[[ RECORDS FOR THE EXERCISE, beginning ]]
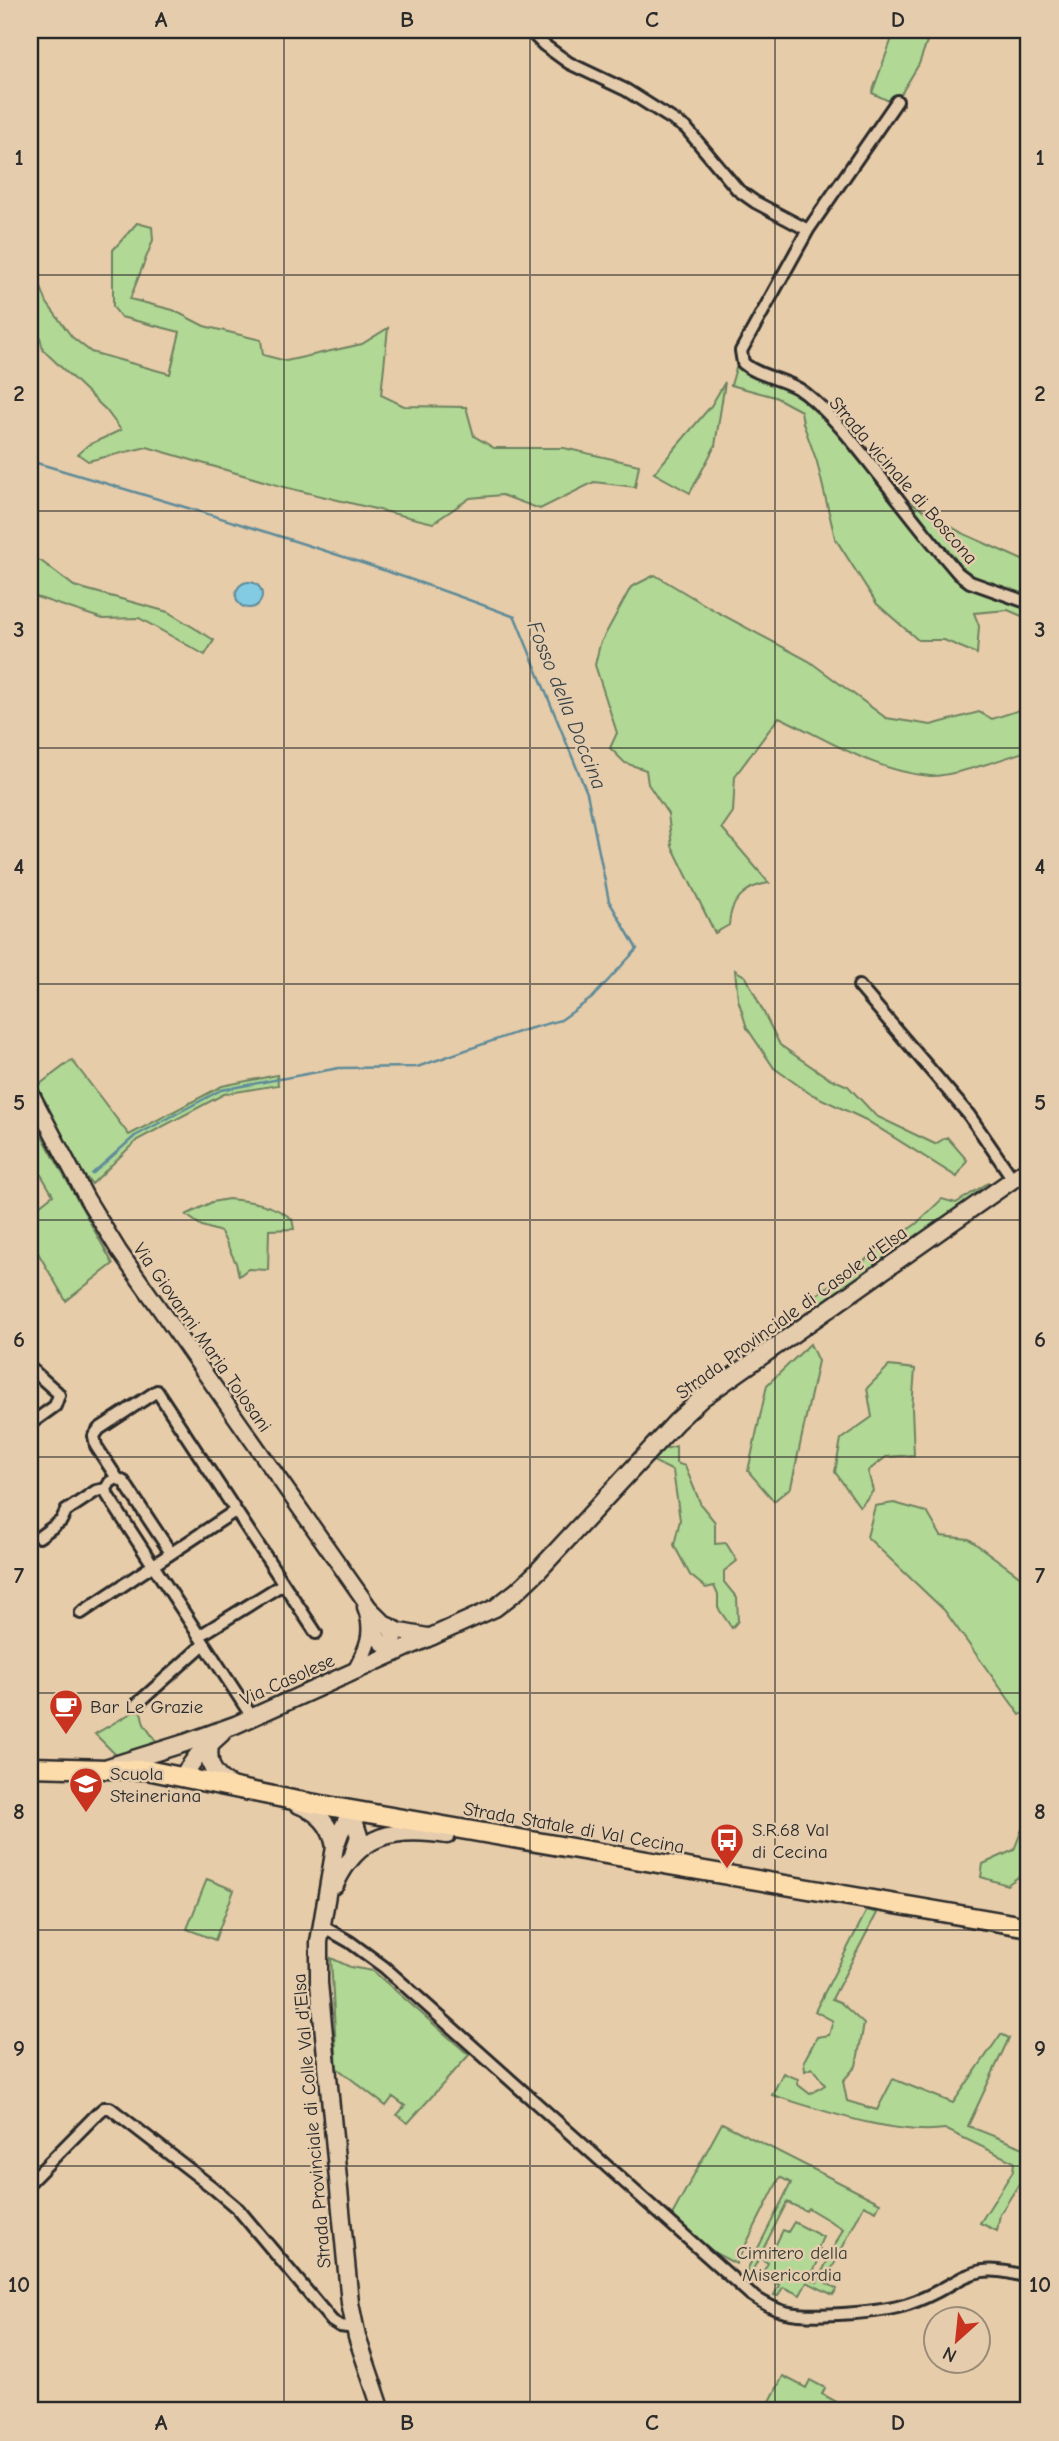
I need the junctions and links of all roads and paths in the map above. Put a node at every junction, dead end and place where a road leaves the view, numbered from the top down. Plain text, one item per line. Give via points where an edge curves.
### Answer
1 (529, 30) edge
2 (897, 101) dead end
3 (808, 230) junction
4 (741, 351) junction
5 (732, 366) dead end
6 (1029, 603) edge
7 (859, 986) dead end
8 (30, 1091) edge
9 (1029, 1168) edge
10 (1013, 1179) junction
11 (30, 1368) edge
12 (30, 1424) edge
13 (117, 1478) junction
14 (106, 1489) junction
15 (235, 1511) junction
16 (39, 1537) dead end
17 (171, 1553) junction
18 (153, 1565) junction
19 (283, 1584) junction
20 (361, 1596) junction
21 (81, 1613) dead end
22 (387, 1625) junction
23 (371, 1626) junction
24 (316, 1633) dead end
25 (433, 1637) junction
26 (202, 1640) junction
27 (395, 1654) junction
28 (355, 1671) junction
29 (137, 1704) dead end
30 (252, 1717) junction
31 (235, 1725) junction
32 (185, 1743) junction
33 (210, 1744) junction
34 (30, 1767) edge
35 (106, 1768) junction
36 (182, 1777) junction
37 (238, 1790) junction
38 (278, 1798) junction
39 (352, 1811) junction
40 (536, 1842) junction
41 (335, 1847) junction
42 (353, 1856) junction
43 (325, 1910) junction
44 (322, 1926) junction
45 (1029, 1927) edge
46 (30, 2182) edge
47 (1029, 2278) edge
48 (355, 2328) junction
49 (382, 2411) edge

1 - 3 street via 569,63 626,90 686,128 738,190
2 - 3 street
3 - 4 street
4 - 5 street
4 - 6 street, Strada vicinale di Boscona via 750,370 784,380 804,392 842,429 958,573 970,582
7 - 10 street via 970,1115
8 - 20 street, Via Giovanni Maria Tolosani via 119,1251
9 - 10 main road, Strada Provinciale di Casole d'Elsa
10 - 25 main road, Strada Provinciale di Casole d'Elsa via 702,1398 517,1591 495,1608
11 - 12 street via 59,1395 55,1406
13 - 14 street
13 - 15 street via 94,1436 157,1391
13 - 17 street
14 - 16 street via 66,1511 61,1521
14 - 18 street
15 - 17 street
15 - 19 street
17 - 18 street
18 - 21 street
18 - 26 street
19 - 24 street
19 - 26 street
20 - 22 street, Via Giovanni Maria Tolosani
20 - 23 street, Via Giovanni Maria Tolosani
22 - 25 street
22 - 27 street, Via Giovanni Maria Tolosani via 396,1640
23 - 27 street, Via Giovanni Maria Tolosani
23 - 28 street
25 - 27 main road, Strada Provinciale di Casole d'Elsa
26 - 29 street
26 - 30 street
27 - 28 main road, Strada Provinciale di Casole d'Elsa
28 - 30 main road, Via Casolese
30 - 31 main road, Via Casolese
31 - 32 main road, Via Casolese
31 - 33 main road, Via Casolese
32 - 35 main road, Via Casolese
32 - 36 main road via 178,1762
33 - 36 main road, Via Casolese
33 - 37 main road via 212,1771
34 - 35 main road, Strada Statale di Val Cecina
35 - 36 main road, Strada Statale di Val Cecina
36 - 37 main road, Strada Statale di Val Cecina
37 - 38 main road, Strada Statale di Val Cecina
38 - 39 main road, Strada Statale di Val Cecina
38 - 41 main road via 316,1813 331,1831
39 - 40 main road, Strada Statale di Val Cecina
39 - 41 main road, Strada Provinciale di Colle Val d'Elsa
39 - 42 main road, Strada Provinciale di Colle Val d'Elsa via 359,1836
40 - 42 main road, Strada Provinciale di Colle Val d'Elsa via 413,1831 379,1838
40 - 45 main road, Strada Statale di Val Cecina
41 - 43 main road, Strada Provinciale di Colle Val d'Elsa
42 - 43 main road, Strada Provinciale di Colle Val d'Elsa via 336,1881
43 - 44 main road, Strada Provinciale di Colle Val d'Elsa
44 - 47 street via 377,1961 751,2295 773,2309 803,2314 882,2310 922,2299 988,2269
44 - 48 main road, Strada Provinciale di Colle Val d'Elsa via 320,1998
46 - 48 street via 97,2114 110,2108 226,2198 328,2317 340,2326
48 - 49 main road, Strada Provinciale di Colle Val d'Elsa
[[ RECORDS FOR THE EXERCISE, end ]]
THE PROBLEM: An exact copy of the data above is required, printed without its pictures.

RESULT OF THIS TASK:
I need the junctions and links of all roads and paths in the map above. Put a node at every junction, dead end and place where a road leaves the view, numbered from the top down. Plain text, one item per line. Give via points where an edge curves.
### Answer
1 (529, 30) edge
2 (897, 101) dead end
3 (808, 230) junction
4 (741, 351) junction
5 (732, 366) dead end
6 (1029, 603) edge
7 (859, 986) dead end
8 (30, 1091) edge
9 (1029, 1168) edge
10 (1013, 1179) junction
11 (30, 1368) edge
12 (30, 1424) edge
13 (117, 1478) junction
14 (106, 1489) junction
15 (235, 1511) junction
16 (39, 1537) dead end
17 (171, 1553) junction
18 (153, 1565) junction
19 (283, 1584) junction
20 (361, 1596) junction
21 (81, 1613) dead end
22 (387, 1625) junction
23 (371, 1626) junction
24 (316, 1633) dead end
25 (433, 1637) junction
26 (202, 1640) junction
27 (395, 1654) junction
28 (355, 1671) junction
29 (137, 1704) dead end
30 (252, 1717) junction
31 (235, 1725) junction
32 (185, 1743) junction
33 (210, 1744) junction
34 (30, 1767) edge
35 (106, 1768) junction
36 (182, 1777) junction
37 (238, 1790) junction
38 (278, 1798) junction
39 (352, 1811) junction
40 (536, 1842) junction
41 (335, 1847) junction
42 (353, 1856) junction
43 (325, 1910) junction
44 (322, 1926) junction
45 (1029, 1927) edge
46 (30, 2182) edge
47 (1029, 2278) edge
48 (355, 2328) junction
49 (382, 2411) edge

1 - 3 street via 569,63 626,90 686,128 738,190
2 - 3 street
3 - 4 street
4 - 5 street
4 - 6 street, Strada vicinale di Boscona via 750,370 784,380 804,392 842,429 958,573 970,582
7 - 10 street via 970,1115
8 - 20 street, Via Giovanni Maria Tolosani via 119,1251
9 - 10 main road, Strada Provinciale di Casole d'Elsa
10 - 25 main road, Strada Provinciale di Casole d'Elsa via 702,1398 517,1591 495,1608
11 - 12 street via 59,1395 55,1406
13 - 14 street
13 - 15 street via 94,1436 157,1391
13 - 17 street
14 - 16 street via 66,1511 61,1521
14 - 18 street
15 - 17 street
15 - 19 street
17 - 18 street
18 - 21 street
18 - 26 street
19 - 24 street
19 - 26 street
20 - 22 street, Via Giovanni Maria Tolosani
20 - 23 street, Via Giovanni Maria Tolosani
22 - 25 street
22 - 27 street, Via Giovanni Maria Tolosani via 396,1640
23 - 27 street, Via Giovanni Maria Tolosani
23 - 28 street
25 - 27 main road, Strada Provinciale di Casole d'Elsa
26 - 29 street
26 - 30 street
27 - 28 main road, Strada Provinciale di Casole d'Elsa
28 - 30 main road, Via Casolese
30 - 31 main road, Via Casolese
31 - 32 main road, Via Casolese
31 - 33 main road, Via Casolese
32 - 35 main road, Via Casolese
32 - 36 main road via 178,1762
33 - 36 main road, Via Casolese
33 - 37 main road via 212,1771
34 - 35 main road, Strada Statale di Val Cecina
35 - 36 main road, Strada Statale di Val Cecina
36 - 37 main road, Strada Statale di Val Cecina
37 - 38 main road, Strada Statale di Val Cecina
38 - 39 main road, Strada Statale di Val Cecina
38 - 41 main road via 316,1813 331,1831
39 - 40 main road, Strada Statale di Val Cecina
39 - 41 main road, Strada Provinciale di Colle Val d'Elsa
39 - 42 main road, Strada Provinciale di Colle Val d'Elsa via 359,1836
40 - 42 main road, Strada Provinciale di Colle Val d'Elsa via 413,1831 379,1838
40 - 45 main road, Strada Statale di Val Cecina
41 - 43 main road, Strada Provinciale di Colle Val d'Elsa
42 - 43 main road, Strada Provinciale di Colle Val d'Elsa via 336,1881
43 - 44 main road, Strada Provinciale di Colle Val d'Elsa
44 - 47 street via 377,1961 751,2295 773,2309 803,2314 882,2310 922,2299 988,2269
44 - 48 main road, Strada Provinciale di Colle Val d'Elsa via 320,1998
46 - 48 street via 97,2114 110,2108 226,2198 328,2317 340,2326
48 - 49 main road, Strada Provinciale di Colle Val d'Elsa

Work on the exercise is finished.